The problem – Pull out each line of the records holding the string "bends".

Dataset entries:
====================
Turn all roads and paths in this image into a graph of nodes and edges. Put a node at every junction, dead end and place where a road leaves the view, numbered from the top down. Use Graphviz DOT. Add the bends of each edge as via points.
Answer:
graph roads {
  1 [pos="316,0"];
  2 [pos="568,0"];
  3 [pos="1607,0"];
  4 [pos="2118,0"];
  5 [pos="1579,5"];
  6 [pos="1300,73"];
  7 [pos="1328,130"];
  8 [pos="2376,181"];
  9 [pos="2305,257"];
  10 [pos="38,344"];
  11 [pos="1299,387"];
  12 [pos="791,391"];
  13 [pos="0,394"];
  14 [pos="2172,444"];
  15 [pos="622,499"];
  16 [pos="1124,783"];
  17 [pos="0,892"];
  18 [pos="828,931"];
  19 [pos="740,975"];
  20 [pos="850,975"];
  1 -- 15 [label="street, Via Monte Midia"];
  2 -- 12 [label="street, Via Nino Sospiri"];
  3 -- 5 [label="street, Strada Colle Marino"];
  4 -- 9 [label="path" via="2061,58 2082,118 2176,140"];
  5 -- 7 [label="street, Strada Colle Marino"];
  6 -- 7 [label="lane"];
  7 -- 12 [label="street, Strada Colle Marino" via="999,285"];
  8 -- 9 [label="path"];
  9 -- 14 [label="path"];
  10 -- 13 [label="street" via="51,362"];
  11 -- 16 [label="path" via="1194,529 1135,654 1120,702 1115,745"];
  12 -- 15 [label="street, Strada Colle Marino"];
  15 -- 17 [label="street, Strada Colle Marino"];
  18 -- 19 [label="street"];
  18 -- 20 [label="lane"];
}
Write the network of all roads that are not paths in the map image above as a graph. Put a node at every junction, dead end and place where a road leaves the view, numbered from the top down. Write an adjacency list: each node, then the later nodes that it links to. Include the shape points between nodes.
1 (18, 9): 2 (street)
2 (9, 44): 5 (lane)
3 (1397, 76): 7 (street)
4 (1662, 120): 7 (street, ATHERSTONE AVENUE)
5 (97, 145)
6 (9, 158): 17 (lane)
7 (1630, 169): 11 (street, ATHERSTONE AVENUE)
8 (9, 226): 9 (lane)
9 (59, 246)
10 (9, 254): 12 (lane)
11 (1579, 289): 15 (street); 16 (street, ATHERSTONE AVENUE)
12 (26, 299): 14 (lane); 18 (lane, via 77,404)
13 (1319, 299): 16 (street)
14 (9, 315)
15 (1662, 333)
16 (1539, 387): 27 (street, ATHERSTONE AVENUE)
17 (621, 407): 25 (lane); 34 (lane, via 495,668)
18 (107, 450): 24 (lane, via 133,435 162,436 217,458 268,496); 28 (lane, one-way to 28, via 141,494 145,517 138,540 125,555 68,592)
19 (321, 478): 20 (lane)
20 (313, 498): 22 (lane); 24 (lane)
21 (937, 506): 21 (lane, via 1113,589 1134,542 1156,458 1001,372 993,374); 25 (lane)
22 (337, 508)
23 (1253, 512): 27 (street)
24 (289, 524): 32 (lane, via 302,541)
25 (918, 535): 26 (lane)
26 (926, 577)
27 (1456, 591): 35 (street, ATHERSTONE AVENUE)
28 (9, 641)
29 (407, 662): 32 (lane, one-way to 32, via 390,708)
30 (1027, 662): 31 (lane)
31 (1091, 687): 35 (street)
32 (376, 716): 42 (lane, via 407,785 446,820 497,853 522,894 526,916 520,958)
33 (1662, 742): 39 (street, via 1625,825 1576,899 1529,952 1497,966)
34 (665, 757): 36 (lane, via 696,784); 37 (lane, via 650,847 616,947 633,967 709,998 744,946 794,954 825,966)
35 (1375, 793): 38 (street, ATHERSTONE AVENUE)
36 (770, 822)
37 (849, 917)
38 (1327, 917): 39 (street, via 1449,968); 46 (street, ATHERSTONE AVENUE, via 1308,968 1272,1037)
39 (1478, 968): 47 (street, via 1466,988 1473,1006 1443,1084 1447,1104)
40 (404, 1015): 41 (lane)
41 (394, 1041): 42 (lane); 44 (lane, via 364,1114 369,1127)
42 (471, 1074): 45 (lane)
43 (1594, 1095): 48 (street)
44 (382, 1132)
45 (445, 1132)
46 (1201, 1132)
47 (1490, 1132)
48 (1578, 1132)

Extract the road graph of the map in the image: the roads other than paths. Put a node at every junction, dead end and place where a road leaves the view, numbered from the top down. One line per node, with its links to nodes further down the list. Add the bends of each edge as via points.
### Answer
====================
Answer section –
Turn all roads and paths in this image into a graph of nodes and edges. Put a node at every junction, dead end and place where a road leaves the view, numbered from the top down. Use Graphviz DOT. Add the bends of each edge as via points.
Extract the road graph of the map in the image: the roads other than paths. Put a node at every junction, dead end and place where a road leaves the view, numbered from the top down. One line per node, with its links to nodes further down the list. Add the bends of each edge as via points.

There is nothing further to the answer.